ここで重要なのが、「中大脳動脈はウィリスの動脈輪を構成しない」という点です。内頸動脈の終枝であるにもかかわらず、動脈輪には含まれません。この点は試験での引っかけとして定番です。


同様に、眼動脈もウィリスの動脈輪を構成しません。内頸動脈から分岐する4枝のうち、動脈輪に参加するのは「前大脳動脈」と「後交通動脈」のみです。


「対になっていない」動脈は前交通動脈の1本だけです。


後大脳動脈は脳底動脈(左右の椎骨動脈が合流したもの)から分岐し、後交通動脈を通じて内頸動脈とつながります。つまりウィリスの輪は、内頸動脈系(前方循環)と椎骨動脈系(後方循環)をつなぐ橋渡し構造です。この「前方循環・後方循環の接続点」という視点を持つと、ウィリスの輪の意味が立体的に理解できます。


森元塾 note|ゴロ合わせで覚えるウィリスの動脈輪:構成動脈・構成しない動脈・対でない動脈を整理


内頸動脈の分岐ゴロと支配領域を「臨床症状」と結びつける独自記憶法

ゴロで枝の名前を覚えても、試験の後半や実際の臨床では「この動脈が障害されるとどうなるか」という問いに答える必要があります。名前だけの記憶では対応できない問題が、歯科医師国試にも一定数含まれています。


そこで有効なのが、分岐ゴロ+支配領域+症状を1セットにして記憶する方法です。以下の対応表を基準にしてください。










動脈名 支配する主な部位 障害時の代表的な症状
眼動脈 眼球・視神経・眼窩内 一過性黒内障、視力低下、網膜動脈閉塞
前大脳動脈(ACA) 前頭葉・頭頂葉の内側面(下肢運動野) 対側の下肢麻痺・尿失禁・感情障害
中大脳動脈(MCA) 大脳半球外側面(顔・上肢・言語中枢) 対側の顔面・上肢麻痺、失語症(優位半球)
後交通動脈 ウィリスの動脈輪を介した後方循環との連絡 動脈瘤による第III脳神経(動眼神経)麻痺(瞳孔散大)
前脈絡叢動脈 内包後脚・視床・側脳室脈絡叢 重篤な片麻痺・視野欠損・認知機能障害


特に試験で差がつくのが「眼動脈」と「一過性黒内障」の関連です。一過性黒内障とは、眼動脈の血流が一時的に途絶えることで、数秒〜数分の間、片目が見えなくなる症状です。「一過性脳虚血発作(TIA)の1つ」として出題されることがあります。

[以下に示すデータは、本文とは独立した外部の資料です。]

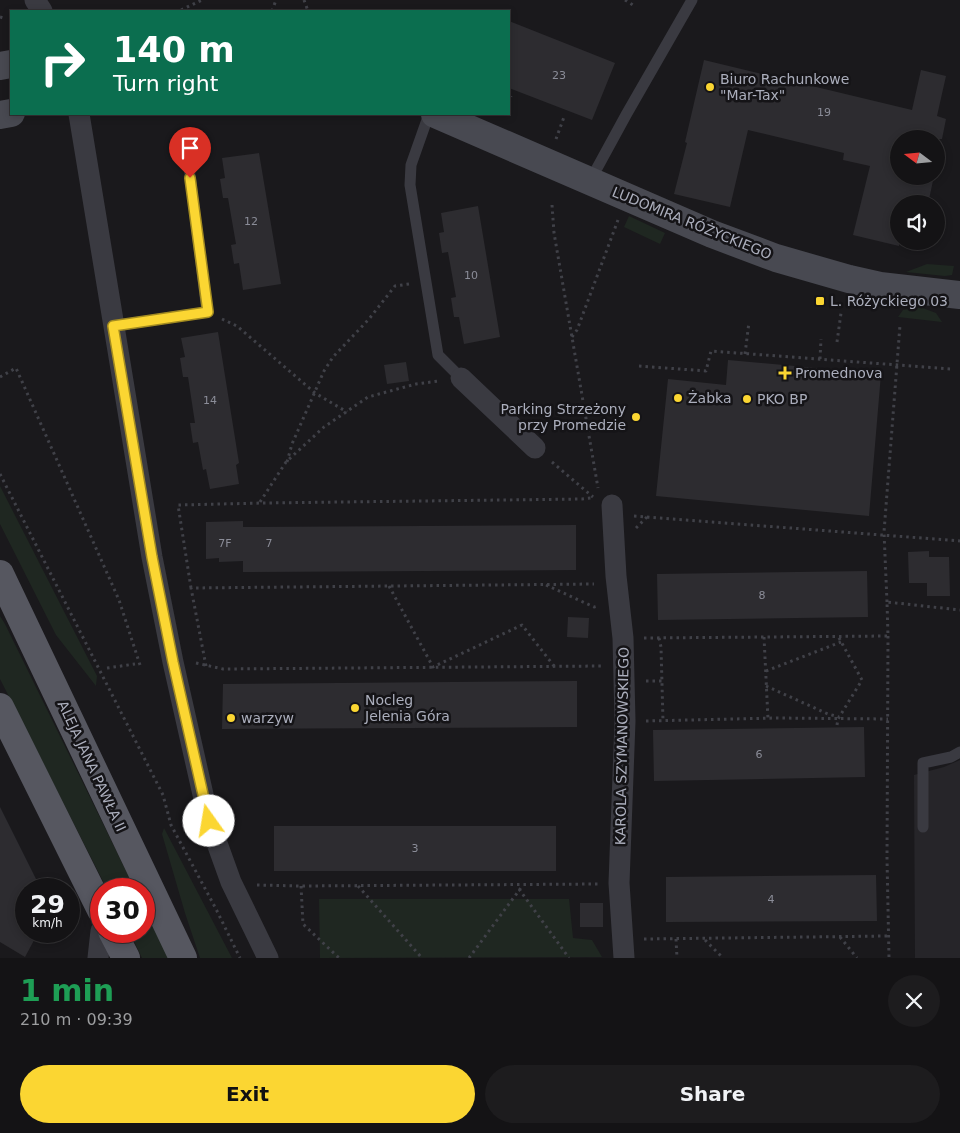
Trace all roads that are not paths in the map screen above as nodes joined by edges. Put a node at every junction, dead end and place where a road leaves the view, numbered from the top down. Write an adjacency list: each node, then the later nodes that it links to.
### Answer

また、歯科麻酔との関連も覚えておくべき内容があります。下顎伝達麻酔の際に誤って血管内に注射薬が入ると、顔面動脈(外頸動脈系)を通じて血流に乗り、最終的に眼動脈から眼球へ影響が出るケースが報告されています。これは「眼動脈は内頸動脈の枝」という知識が実際の臨床安全管理につながる例です。


「血管→支配部位→症状」の順で覚えることが条件です。逆からも引き出せるようにすると、記述・選択の両方で対応できます。ゴロ単体で満足せず、意味の理解とセットにすることが、本番での安定した得点につながります。